Il a été alors décidé que nous allions tout faire, avec l’expertise qu’il y avait sur place, pour publier les résultats provisoires des élections dès le lendemain. De l’inédit.
Une équipe d’informaticiens de la société IBM est venue installer ce qu’ils ont appelé « un tableur » nommé Lotus. De la vraie magie pour moi à l’époque.
Au fur et à mesure que les résultats définitifs nous parvenaient de nos correspondants en mission dans chaque capitale provinciale, des hommes politiques et associatifs sur le terrain, les informaticiens « nourrissaient » l’ordinateur en tenant compte des inscrits, du taux de participation…et d’autres paramètres.
Je me souviens d’avoir joint vers 2 heures du matin à son domicile, Samuel Eboua, pour savoir ce qui c’était passé à Nkongsamba, son fief ; c’est en riant encore que je me rappelle sa réponse avec sa voix caractéristique : « Che bon ! nous chavons gagné partout ; che fini pour Bihâ ».
Sans entrer dans tous les détails techniques, je vous prie de bien regarder la une du journal paru le lendemain de l’élection.

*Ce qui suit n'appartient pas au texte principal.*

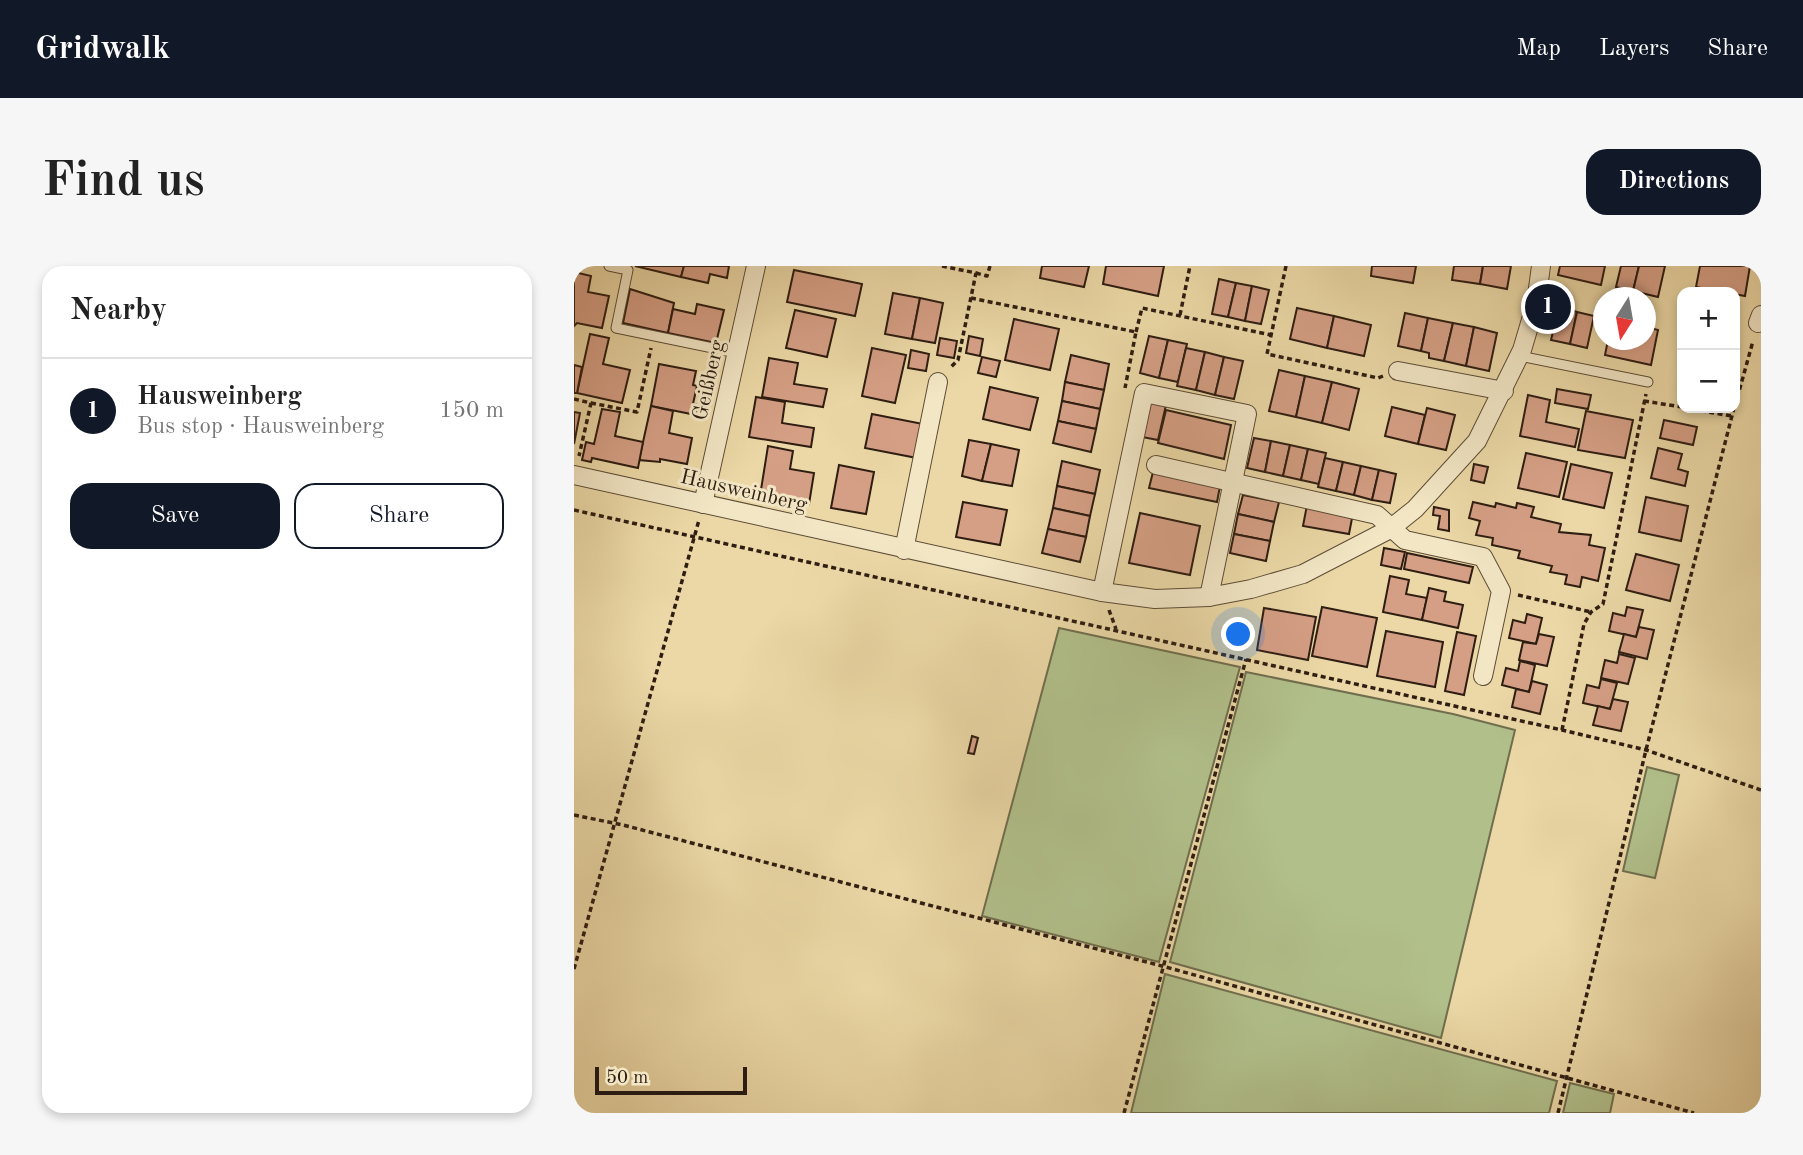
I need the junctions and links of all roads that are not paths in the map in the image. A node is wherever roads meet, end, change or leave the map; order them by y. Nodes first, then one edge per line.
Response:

A partir de nos chiffres :
– Fru Ndi est en tête avec 38,02%. Résultat officiel : 35,9 %
– Bello Bouba suit avec 31,52 % Résultat officiel : 19,2 %
– Paul Biya 24,78% Résultat officiel : 39,9%
– Adamou Ndam Njoya 3.64% Résultat officiel : 3,6%
En regardant nos prévisions, dès le lendemain je précise, vous constaterez qu’ils sont quasiment conformes aux résultats publiés pour Fru Ndi (qui est dans la marge d’erreur) et Ndam Njoya.
Tout le problème vient du fait que les résultats de l’Extrême-Nord ont été tripatouillés et sont arrivés en dernière minute gonfler le score de Biya au détriment d’un Bello Bouba Maïgari consentant.
Pour éviter d’être trop long, voici ce que je sais de cette élection volée à Fru Ndi. Cela dit, l’ancien Bâtonnier Akere Muna devrait se poser plutôt la question de savoir pourquoi Fru Ndi a réussi là où il va échouer. Il comprendra alors qu’il n’y a aucun destin national pour un candidat s’il n’a pas derrière lui toutes les couches de la société.
Un nom ne peut remplacer l’empathie, le programme, les actions courageuses sur le terrain, l’adhésion de toutes les couches sociales à un discours : autant d’atouts dont disposait le chairman du Social Democratic Front en 1992.